1. Field of the Invention
This invention relates to secondary batteries employing microporous separators and having as the electrolyte an aqueous metal bromide solution containing a complexing constituent capable of forming a water immiscible complex with cathodic bromine.
2. Prior Art
As is well known in the art, electrochemical cells have been proposed which have one electrode with a high positive oxidizing potential and another electrode with a strong negative or reducing potential. Typical of such cells is the metal halogen cell in which the anode material typically is zinc or cadmium and the cathodic halogen typically is bromine. Among the advantages of such metal halogen cells is their extremely high theoretical energy density. For example, a zinc bromine cell has a theoretical energy density of 200 Wh/lb., i.e., watt hours per pound, and an electric potential of about 1.8 volts per cell.
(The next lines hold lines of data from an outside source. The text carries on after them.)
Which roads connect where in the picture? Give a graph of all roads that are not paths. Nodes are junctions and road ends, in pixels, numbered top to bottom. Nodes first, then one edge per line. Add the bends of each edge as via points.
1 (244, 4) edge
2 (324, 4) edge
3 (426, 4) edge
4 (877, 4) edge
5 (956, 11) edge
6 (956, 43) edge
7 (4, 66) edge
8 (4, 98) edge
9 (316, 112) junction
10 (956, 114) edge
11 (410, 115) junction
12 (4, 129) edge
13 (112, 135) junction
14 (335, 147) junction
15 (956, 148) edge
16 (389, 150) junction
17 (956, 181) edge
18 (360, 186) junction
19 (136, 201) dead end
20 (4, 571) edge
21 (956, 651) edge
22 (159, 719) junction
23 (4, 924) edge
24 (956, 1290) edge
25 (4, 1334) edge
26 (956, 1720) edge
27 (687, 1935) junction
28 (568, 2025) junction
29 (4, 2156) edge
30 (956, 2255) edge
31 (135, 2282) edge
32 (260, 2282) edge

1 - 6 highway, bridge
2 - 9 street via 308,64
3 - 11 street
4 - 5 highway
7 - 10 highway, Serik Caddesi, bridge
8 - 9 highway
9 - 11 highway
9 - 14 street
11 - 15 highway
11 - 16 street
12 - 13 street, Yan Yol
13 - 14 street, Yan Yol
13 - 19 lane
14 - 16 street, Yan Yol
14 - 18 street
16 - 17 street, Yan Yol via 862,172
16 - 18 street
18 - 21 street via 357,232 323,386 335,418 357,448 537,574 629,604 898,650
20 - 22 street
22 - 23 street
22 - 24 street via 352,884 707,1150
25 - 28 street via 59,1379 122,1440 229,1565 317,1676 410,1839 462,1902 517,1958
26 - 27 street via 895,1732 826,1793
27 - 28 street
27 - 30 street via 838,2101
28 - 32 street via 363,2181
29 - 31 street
Electrochemical cells of the foregoing type are known to suffer from a number of disadvantages. Most of these disadvantages are associated with side reactions which may occur in such cells. For example, during the charging process free bromine is generated in the cell. This free bromine is available for electrochemical reaction with the zinc anode thereby resulting in auto discharge of the cell.
In U.S. Pat. No. 4,105,829 there is disclosed a metal halogen cell which employs a circulating electrolyte system containing complexing agent to effectively remove cathodic halogen from the electrolyte during charging of the cell. Basically, the complexing constituent or complexing agent is one which in the presence of halogen forms a water immiscible halogen complex. This complex is separated and stored external the cell during charging and is returned to the cell during discharge.
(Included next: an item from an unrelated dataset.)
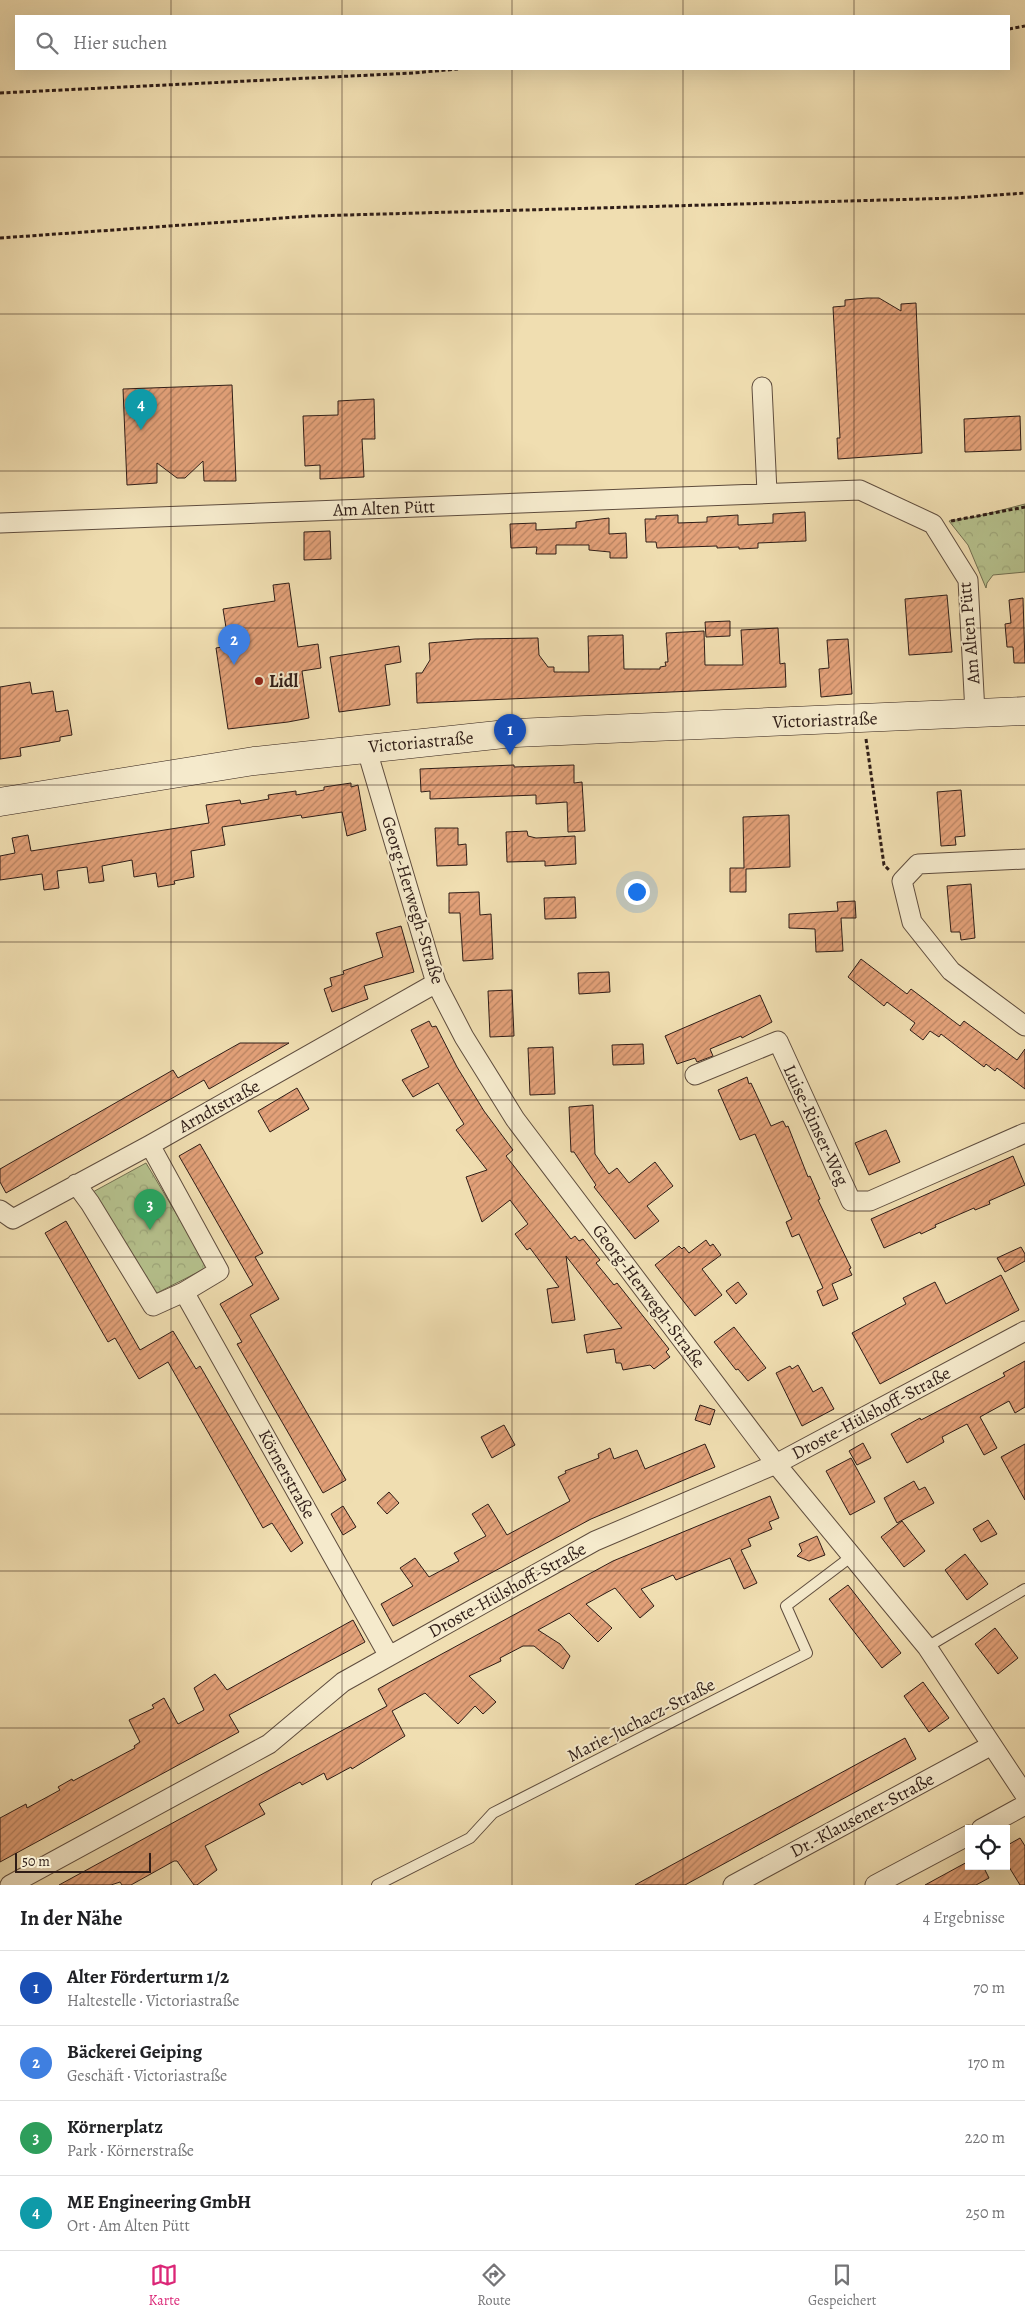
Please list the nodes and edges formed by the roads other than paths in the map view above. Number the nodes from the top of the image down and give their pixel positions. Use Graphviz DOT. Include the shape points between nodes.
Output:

Another typical feature of the metal halogen cell disclosed in the aforementioned patent is that a microporous separator is employed. Among other things, the microporous separator serves to prevent contact of the metal anode with the counterelectrode in the cell, and it reduces contact of the metal anode with cathodic halogen during charging of the cell.
Despite the significant improvement that is achieved with the aqueous zinc bromine battery disclosed in the aforementioned patent, coulombic inefficiencies still result in operating such cells since the amount of energy recovered from the cell is less than that which is put in during charging of the cell.